_TASK PROMPT_: Below are records to be reproduced exactly and in full.

_INFORMATION SUPPLIED_:
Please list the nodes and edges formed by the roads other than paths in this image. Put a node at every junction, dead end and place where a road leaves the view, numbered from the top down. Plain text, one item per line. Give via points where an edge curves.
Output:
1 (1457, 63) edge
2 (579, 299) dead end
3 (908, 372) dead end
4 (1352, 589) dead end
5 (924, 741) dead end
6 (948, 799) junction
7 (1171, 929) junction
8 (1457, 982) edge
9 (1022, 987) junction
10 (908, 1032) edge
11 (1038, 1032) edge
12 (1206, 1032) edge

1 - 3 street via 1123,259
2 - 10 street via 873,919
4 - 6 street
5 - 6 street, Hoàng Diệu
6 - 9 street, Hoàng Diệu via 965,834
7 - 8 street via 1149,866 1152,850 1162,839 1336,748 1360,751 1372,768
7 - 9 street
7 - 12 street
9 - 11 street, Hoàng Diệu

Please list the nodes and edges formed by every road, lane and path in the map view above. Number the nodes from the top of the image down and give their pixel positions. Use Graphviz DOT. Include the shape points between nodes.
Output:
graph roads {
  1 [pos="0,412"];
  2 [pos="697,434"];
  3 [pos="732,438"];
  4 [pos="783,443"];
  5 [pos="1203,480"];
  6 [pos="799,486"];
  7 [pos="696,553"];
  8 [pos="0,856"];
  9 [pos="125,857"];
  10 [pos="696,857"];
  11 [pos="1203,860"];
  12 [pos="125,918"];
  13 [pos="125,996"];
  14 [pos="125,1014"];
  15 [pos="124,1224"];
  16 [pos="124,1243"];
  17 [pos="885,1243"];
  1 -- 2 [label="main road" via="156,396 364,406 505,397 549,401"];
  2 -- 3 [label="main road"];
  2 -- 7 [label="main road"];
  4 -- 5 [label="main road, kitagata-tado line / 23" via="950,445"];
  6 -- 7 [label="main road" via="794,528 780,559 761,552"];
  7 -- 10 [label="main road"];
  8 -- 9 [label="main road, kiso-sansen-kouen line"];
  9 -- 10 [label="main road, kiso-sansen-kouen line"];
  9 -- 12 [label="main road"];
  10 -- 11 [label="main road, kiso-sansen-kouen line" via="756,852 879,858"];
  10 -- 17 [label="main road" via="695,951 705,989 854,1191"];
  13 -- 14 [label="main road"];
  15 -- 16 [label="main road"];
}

_SOLUTION FOR THIS EXERCISE_:
Please list the nodes and edges formed by the roads other than paths in this image. Put a node at every junction, dead end and place where a road leaves the view, numbered from the top down. Plain text, one item per line. Give via points where an edge curves.
Output:
1 (1457, 63) edge
2 (579, 299) dead end
3 (908, 372) dead end
4 (1352, 589) dead end
5 (924, 741) dead end
6 (948, 799) junction
7 (1171, 929) junction
8 (1457, 982) edge
9 (1022, 987) junction
10 (908, 1032) edge
11 (1038, 1032) edge
12 (1206, 1032) edge

1 - 3 street via 1123,259
2 - 10 street via 873,919
4 - 6 street
5 - 6 street, Hoàng Diệu
6 - 9 street, Hoàng Diệu via 965,834
7 - 8 street via 1149,866 1152,850 1162,839 1336,748 1360,751 1372,768
7 - 9 street
7 - 12 street
9 - 11 street, Hoàng Diệu

Please list the nodes and edges formed by every road, lane and path in the map view above. Number the nodes from the top of the image down and give their pixel positions. Use Graphviz DOT. Include the shape points between nodes.
Output:
graph roads {
  1 [pos="0,412"];
  2 [pos="697,434"];
  3 [pos="732,438"];
  4 [pos="783,443"];
  5 [pos="1203,480"];
  6 [pos="799,486"];
  7 [pos="696,553"];
  8 [pos="0,856"];
  9 [pos="125,857"];
  10 [pos="696,857"];
  11 [pos="1203,860"];
  12 [pos="125,918"];
  13 [pos="125,996"];
  14 [pos="125,1014"];
  15 [pos="124,1224"];
  16 [pos="124,1243"];
  17 [pos="885,1243"];
  1 -- 2 [label="main road" via="156,396 364,406 505,397 549,401"];
  2 -- 3 [label="main road"];
  2 -- 7 [label="main road"];
  4 -- 5 [label="main road, kitagata-tado line / 23" via="950,445"];
  6 -- 7 [label="main road" via="794,528 780,559 761,552"];
  7 -- 10 [label="main road"];
  8 -- 9 [label="main road, kiso-sansen-kouen line"];
  9 -- 10 [label="main road, kiso-sansen-kouen line"];
  9 -- 12 [label="main road"];
  10 -- 11 [label="main road, kiso-sansen-kouen line" via="756,852 879,858"];
  10 -- 17 [label="main road" via="695,951 705,989 854,1191"];
  13 -- 14 [label="main road"];
  15 -- 16 [label="main road"];
}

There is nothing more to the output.